Here, as in Marr, Erwin Ernst is the sole owner of Matchmaker. He is also Matchmaker’s chief executive officer. Significantly, he supervises the day-to-day operations of Matchmaker and its agents. Under these circumstances, we apply the rule announced in Marr and Clark. See also Sanders v. Dorris, 873 F.2d 938, 944 (6th Cir.1989) (owner of real estate agency cannot escape liability merely by asserting that it instructed its agents not to discriminate against blacks); Phiffer, 648 F.2d at 552 (owner of a motel, apartment complex, or other public housing facility is vicariously liable for discriminatory conduct of rental agent). Ernst is personally liable for compensatory damages.

The defendants also challenge the amount of the magistrate judge’s *1099award of compensatory damages. We will not reverse a judge’s estimate of damages for intangible injuries, such as the plaintiffs suffered in this case, unless her estimate is clearly erroneous. Douglas v. Metro Rental Servs., Inc., 827 F.2d 252, 256 (7th Cir.1987); Phillips v. Hunter Trails Community Ass’n, 685 F.2d 184, 190 (7th Cir.1982). “[T]he damages can be no more than what is within reason under the particular circumstances.” Douglas, 827 F.2d at 256; Phillips v. Hunter Trails Community Ass’n, 685 F.2d 184, 190 (7th Cir.1982). See also Seaton v. Sky Realty Co., 491 F.2d 634, 637-38 (7th Cir.1974) (compensatory damages may be awarded in housing discrimination case for humiliation suffered by plaintiffs). We will not reduce the amount of compensatory damages awarded by the magistrate judge unless that amount is clearly excessive. Douglas, 827 F.2d at 256.

The magistrate judge ordered the defendants to pay the Leadership Council $3,000 for the audits it performed in the investigation of this case. Next, the magistrate judge awarded the Leadership Council $5,000 for expected costs in the monitoring of Matchmaker’s records for a period of five years and another $6,000 for continued auditing of Matchmaker’s sales practices. Finally, the magistrate judge required the defendants to pay the Leadership Council $2,500 for the costs of training seminars it would perform.
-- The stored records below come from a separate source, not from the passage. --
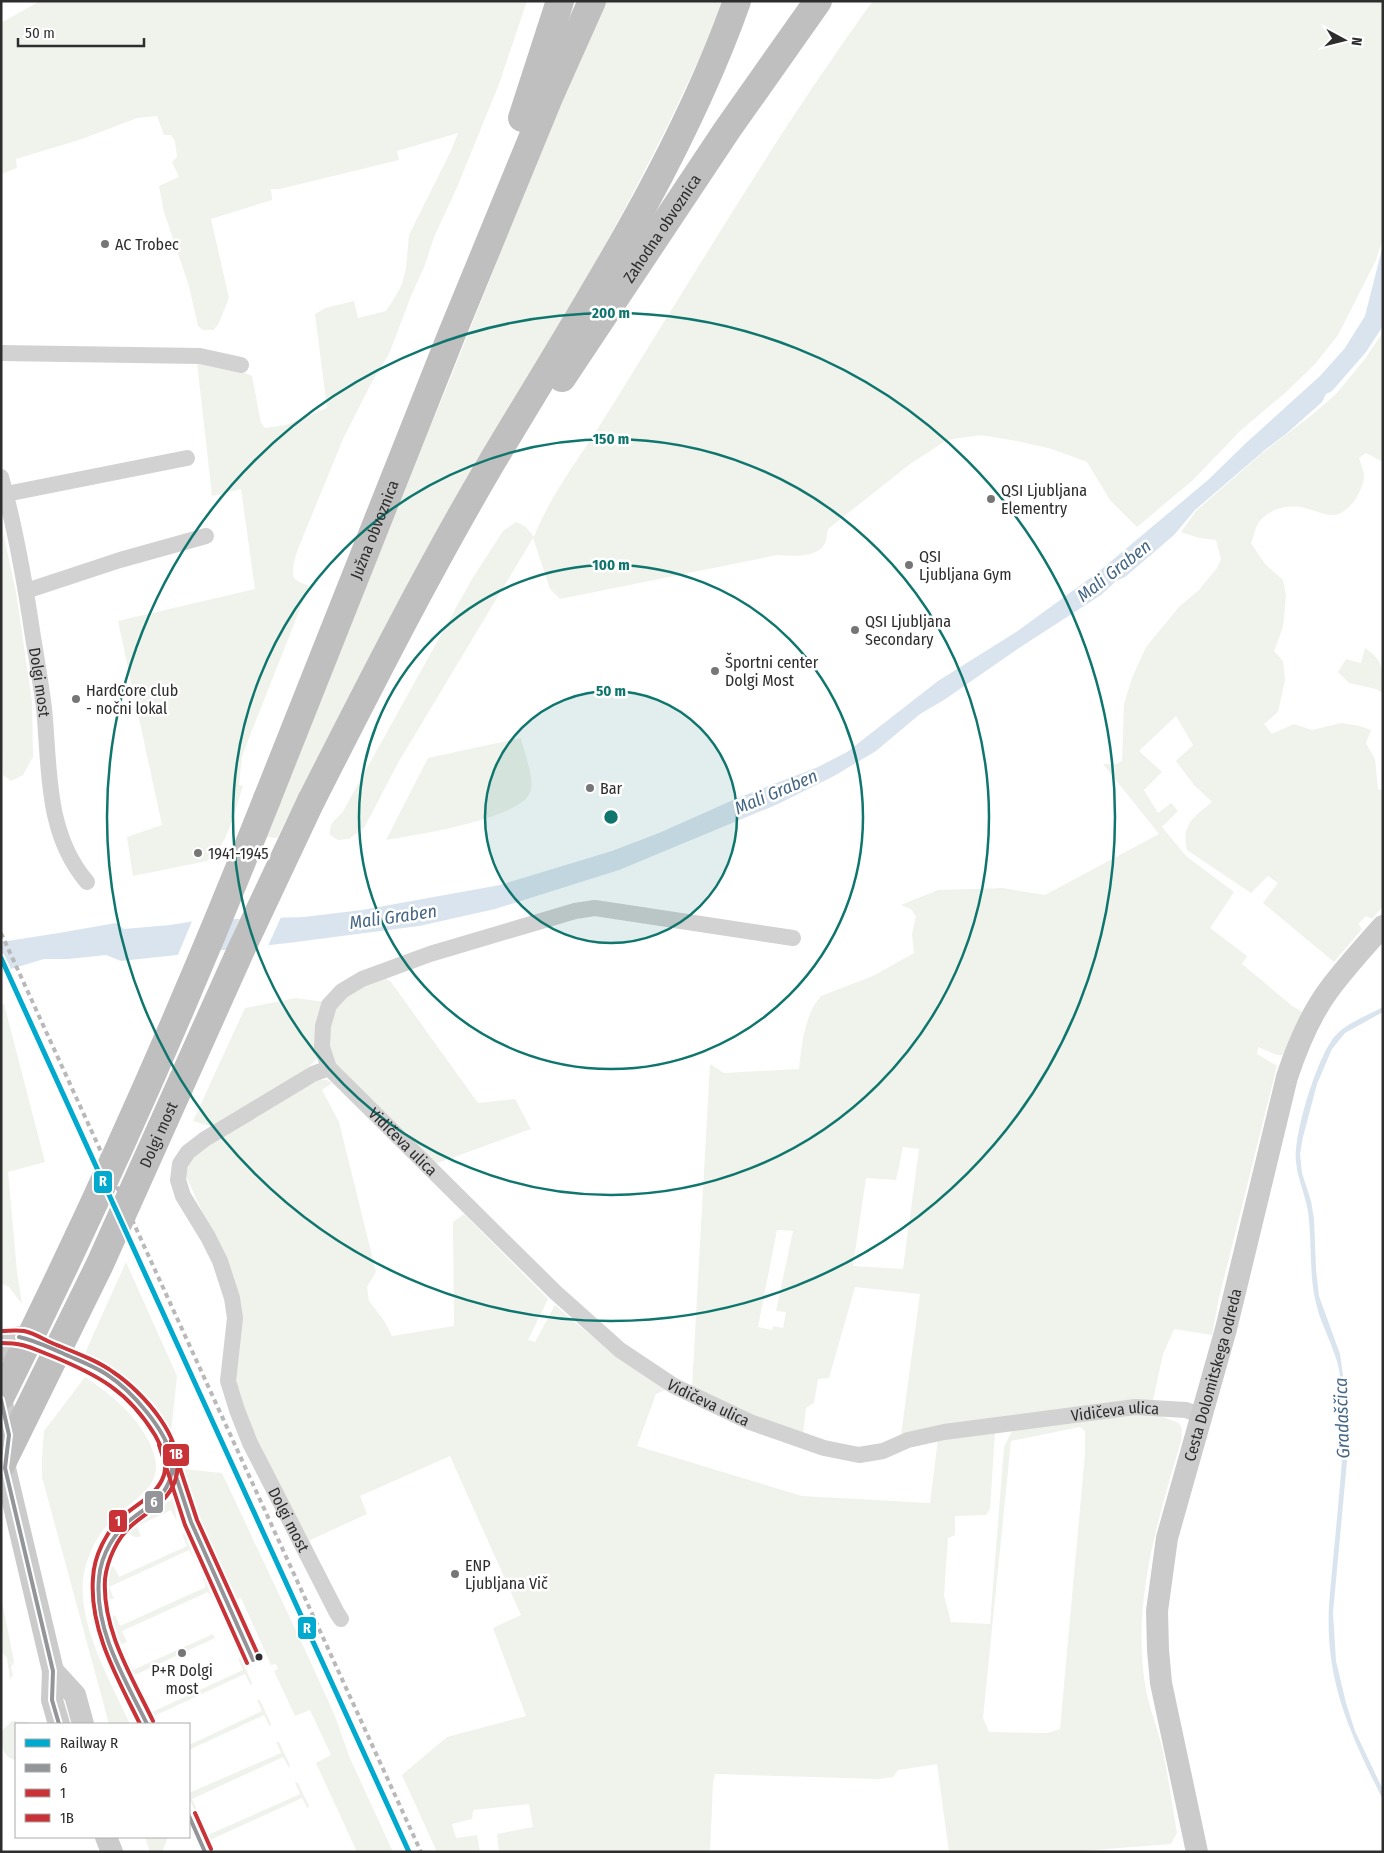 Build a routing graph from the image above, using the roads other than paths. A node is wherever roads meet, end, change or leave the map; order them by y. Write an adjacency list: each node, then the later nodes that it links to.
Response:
1 (560, 1): 5 (highway)
2 (592, 1): 5 (highway)
3 (737, 1): 10 (highway)
4 (818, 1): 10 (highway, Zahodna obvoznica)
5 (482, 262): 14 (highway, Južna obvoznica)
6 (1, 353): 7 (street)
7 (241, 365)
8 (187, 458): 11 (street)
9 (1, 477): 11 (street, Dolgi most)
10 (484, 477): 23 (highway, Dolgi most, bridge)
11 (6, 494): 13 (street, Dolgi most)
12 (206, 536): 13 (street)
13 (26, 591): 15 (street, Dolgi most)
14 (267, 799): 21 (highway, Dolgi most, bridge)
15 (87, 882)
16 (1383, 926): 22 (street, Cesta Dolomitskega odreda)
17 (793, 938): 18 (street, Vidičeva ulica)
18 (329, 1068): 22 (street, Vidičeva ulica); 24 (street, Dolgi most)
19 (19, 1336): 20 (street)
20 (1, 1350)
21 (1, 1398): 23 (street)
22 (1202, 1416): 30 (street, Cesta Dolomitskega odreda)
23 (3, 1465): 25 (street)
24 (342, 1619)
25 (53, 1672): 26 (street); 27 (street)
26 (59, 1723)
27 (83, 1723)
28 (106, 1838): 29 (street)
29 (112, 1852)
30 (1197, 1852)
J. Order of June 6,1991, modified, June 18,1991, at 5-6. It was well within the magistrate judge’s discretion to award these damages and the award itself is not clearly excessive.

We do agree, however, that the magistrate judge’s decision to award $16,500 for frustration of purpose was error. The magistrate judge appears to have merely doubled the compensatory damage award. The magistrate judge failed to articulate any basis for this award. We have the “ ‘definite and firm conviction that a mistake has been committed’ ” in awarding damages for frustration of purpose. Douglas, 827 F.2d at 256 (quoting United States v. United States Gypsum Co., 333 U.S. 364, 395, 68 S.Ct. 525, 542, 92 L.Ed. 746 (1948)) (other citations omitted). Because the Leadership Council has provided no basis for a damage award for frustration of purpose, we reverse, as clearly erroneous, that part of the magistrate judge’s decision.

C. Punitive Damages

Defendants challenge the magistrate judge’s decision to award punitive damages. First, they contend that the magistrate judge erroneously found King, Munoz, Scarpiniti, and Walker liable for punitive damages. Second, the defendants claim that it was error to hold Matchmaker and Ernst vicariously liable for punitive damages. We do not agree that the magistrate judge erred when she held King, Munoz, Scarpiniti, and Walker liable for punitive damages. We do agree, however, that the magistrate judge erred when she held Matchmaker and Ernst liable for punitive damages.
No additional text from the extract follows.